> _WORK ITEM_: Below are the records; copy exactly the lines from the first through the one containing "Please list the", both included, and leave out the pictures.

Data items:
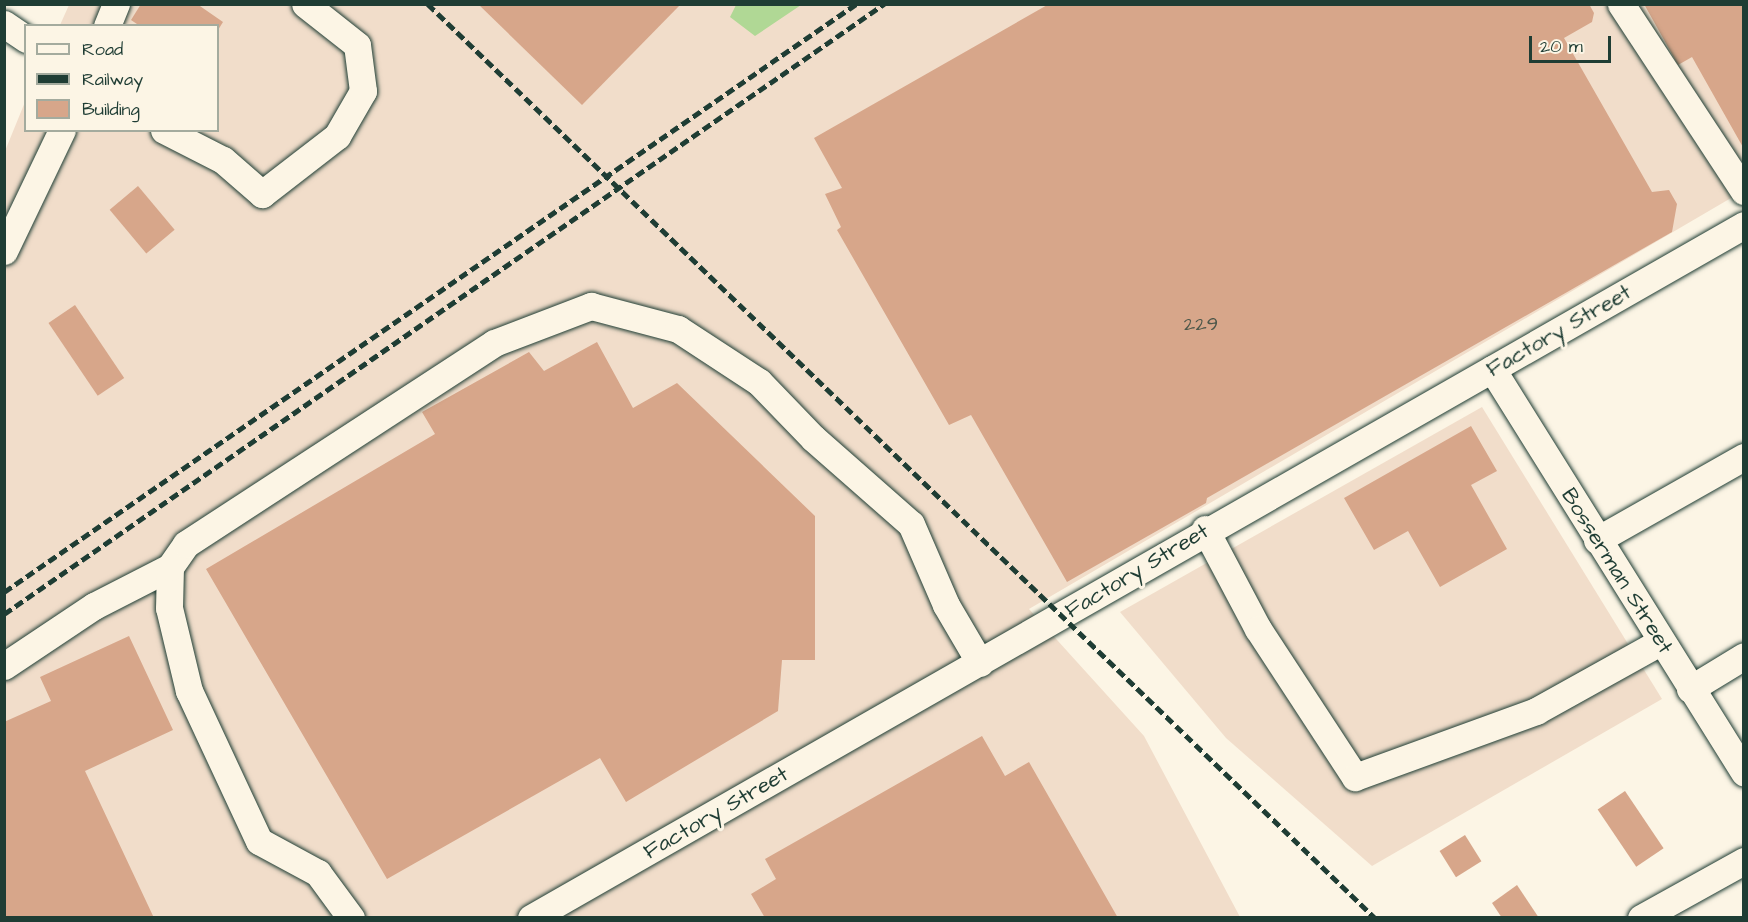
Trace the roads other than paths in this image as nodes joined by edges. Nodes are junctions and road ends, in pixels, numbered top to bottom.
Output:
1 (116, 4) edge
2 (305, 4) edge
3 (1621, 4) edge
4 (4, 24) edge
5 (108, 24) edge
6 (24, 38) edge
7 (61, 132) edge
8 (168, 132) edge
9 (1743, 191) edge
10 (1743, 225) edge
11 (4, 251) edge
12 (1492, 369) junction
13 (1743, 457) edge
14 (1205, 529) junction
15 (1598, 540) junction
16 (170, 567) junction
17 (1660, 642) junction
18 (1743, 656) edge
19 (980, 663) junction
20 (4, 666) edge
21 (1690, 689) junction
22 (1743, 773) edge
23 (1743, 861) edge
24 (351, 918) edge
25 (531, 918) edge
26 (1641, 918) edge

1 - 5 street
2 - 8 street
3 - 9 street
4 - 6 street
7 - 11 street
10 - 12 street, Factory Street
12 - 14 street, Factory Street
12 - 15 street, Bosserman Street
13 - 15 street
14 - 17 street
14 - 19 street, Factory Street
15 - 17 street, Bosserman Street
16 - 19 street
16 - 20 street
16 - 24 street
17 - 21 street, Bosserman Street
18 - 21 street
19 - 25 street, Factory Street
21 - 22 street, Bosserman Street
23 - 26 street

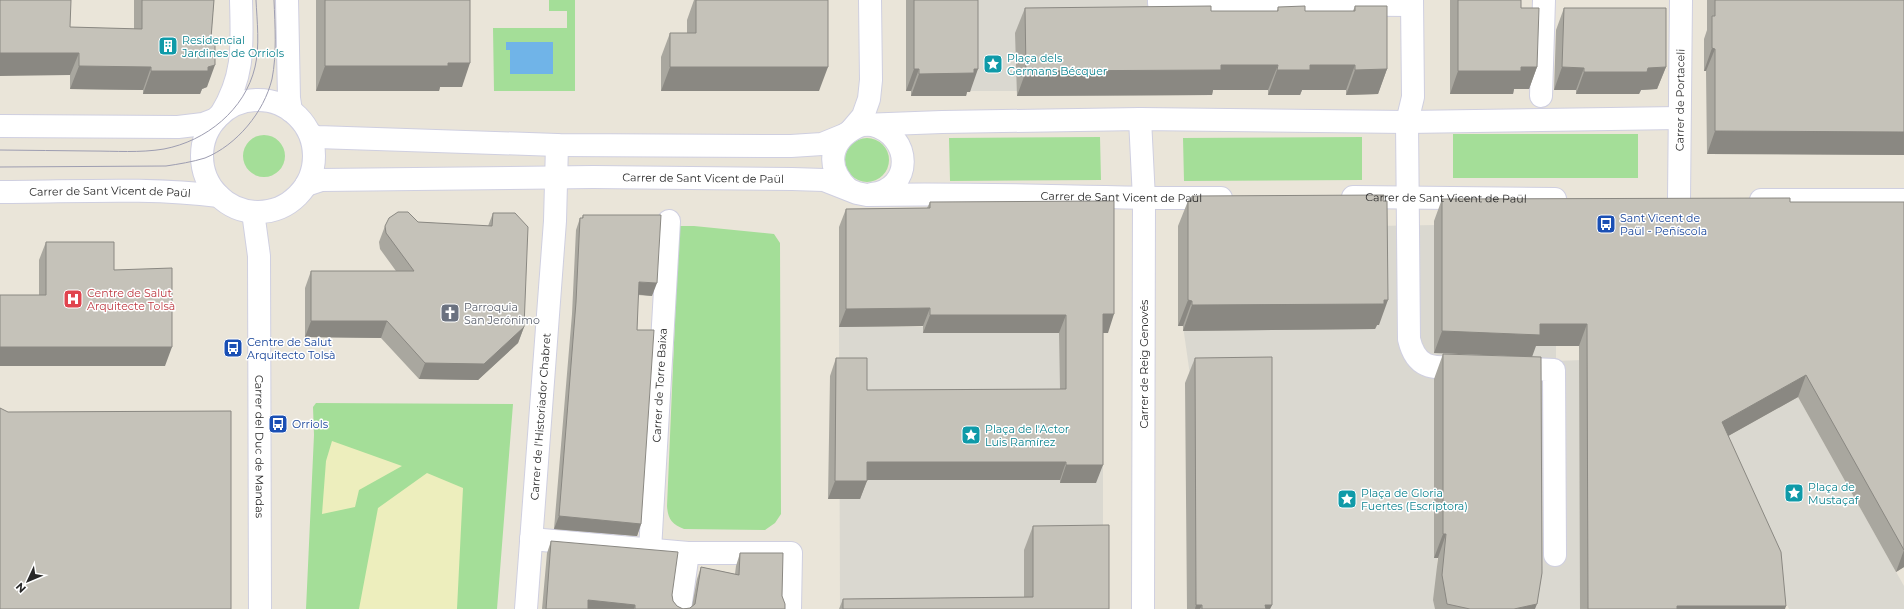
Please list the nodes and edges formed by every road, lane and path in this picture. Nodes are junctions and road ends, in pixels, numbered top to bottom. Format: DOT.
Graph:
graph roads {
  1 [pos="242,0"];
  2 [pos="287,0"];
  3 [pos="870,0"];
  4 [pos="1159,0"];
  5 [pos="1544,0"];
  6 [pos="1681,0"];
  7 [pos="1283,2"];
  8 [pos="1412,2"];
  9 [pos="1541,96"];
  10 [pos="291,111"];
  11 [pos="218,117"];
  12 [pos="1679,118"];
  13 [pos="1140,119"];
  14 [pos="1407,122"];
  15 [pos="0,126"];
  16 [pos="856,130"];
  17 [pos="310,134"];
  18 [pos="557,145"];
  19 [pos="556,177"];
  20 [pos="306,185"];
  21 [pos="0,192"];
  22 [pos="857,192"];
  23 [pos="219,196"];
  24 [pos="1407,196"];
  25 [pos="1335,197"];
  26 [pos="1240,198"];
  27 [pos="1144,199"];
  28 [pos="1572,199"];
  29 [pos="1679,199"];
  30 [pos="1702,199"];
  31 [pos="1657,200"];
  32 [pos="1741,200"];
  33 [pos="1904,200"];
  34 [pos="253,212"];
  35 [pos="669,221"];
  36 [pos="531,539"];
  37 [pos="650,550"];
  38 [pos="688,553"];
  39 [pos="1555,555"];
  40 [pos="260,609"];
  41 [pos="526,609"];
  42 [pos="680,609"];
  43 [pos="790,609"];
  44 [pos="1143,609"];
  1 -- 11 [label="street"];
  2 -- 10 [label="street"];
  3 -- 16 [label="street"];
  4 -- 7 [label="street"];
  5 -- 9 [label="street"];
  6 -- 12 [label="street, Carrer de Portaceli"];
  7 -- 8 [label="street"];
  8 -- 14 [label="street"];
  10 -- 11 [label="street"];
  10 -- 17 [label="street"];
  11 -- 15 [label="street"];
  11 -- 23 [label="street"];
  12 -- 14 [label="street"];
  12 -- 29 [label="street, Carrer de Portaceli"];
  13 -- 14 [label="street"];
  13 -- 16 [label="street"];
  13 -- 27 [label="street, Carrer de Reig Genovés"];
  14 -- 24 [label="street"];
  16 -- 18 [label="street"];
  16 -- 22 [label="street"];
  16 -- 22 [label="street"];
  17 -- 18 [label="street"];
  17 -- 20 [label="street"];
  18 -- 19 [label="street"];
  19 -- 20 [label="street, Carrer de Sant Vicent de Paül"];
  19 -- 22 [label="street, Carrer de Sant Vicent de Paül"];
  19 -- 36 [label="street, Carrer de l'Historiador Chabret"];
  20 -- 34 [label="street"];
  21 -- 23 [label="street, Carrer de Sant Vicent de Paül"];
  22 -- 27 [label="street, Carrer de Sant Vicent de Paül"];
  23 -- 34 [label="street"];
  24 -- 25 [label="street, Carrer de Sant Vicent de Paül"];
  24 -- 28 [label="street, Carrer de Sant Vicent de Paül"];
  24 -- 39 [label="street"];
  26 -- 27 [label="street, Carrer de Sant Vicent de Paül"];
  27 -- 44 [label="street, Carrer de Reig Genovés"];
  29 -- 30 [label="street"];
  29 -- 31 [label="street"];
  32 -- 33 [label="street"];
  34 -- 40 [label="street, Carrer del Duc de Mandas"];
  35 -- 37 [label="street, Carrer de Torre Baixa"];
  36 -- 37 [label="street"];
  36 -- 41 [label="street, Carrer de l'Historiador Chabret"];
  37 -- 38 [label="street"];
  38 -- 42 [label="street"];
  38 -- 43 [label="street"];
}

> _EXERCISE RESULT_:
Trace the roads other than paths in this image as nodes joined by edges. Nodes are junctions and road ends, in pixels, numbered top to bottom.
Output:
1 (116, 4) edge
2 (305, 4) edge
3 (1621, 4) edge
4 (4, 24) edge
5 (108, 24) edge
6 (24, 38) edge
7 (61, 132) edge
8 (168, 132) edge
9 (1743, 191) edge
10 (1743, 225) edge
11 (4, 251) edge
12 (1492, 369) junction
13 (1743, 457) edge
14 (1205, 529) junction
15 (1598, 540) junction
16 (170, 567) junction
17 (1660, 642) junction
18 (1743, 656) edge
19 (980, 663) junction
20 (4, 666) edge
21 (1690, 689) junction
22 (1743, 773) edge
23 (1743, 861) edge
24 (351, 918) edge
25 (531, 918) edge
26 (1641, 918) edge

1 - 5 street
2 - 8 street
3 - 9 street
4 - 6 street
7 - 11 street
10 - 12 street, Factory Street
12 - 14 street, Factory Street
12 - 15 street, Bosserman Street
13 - 15 street
14 - 17 street
14 - 19 street, Factory Street
15 - 17 street, Bosserman Street
16 - 19 street
16 - 20 street
16 - 24 street
17 - 21 street, Bosserman Street
18 - 21 street
19 - 25 street, Factory Street
21 - 22 street, Bosserman Street
23 - 26 street

Please list the nodes and edges formed by every road, lane and path in this picture. Nodes are junctions and road ends, in pixels, numbered top to bottom. Format: DOT.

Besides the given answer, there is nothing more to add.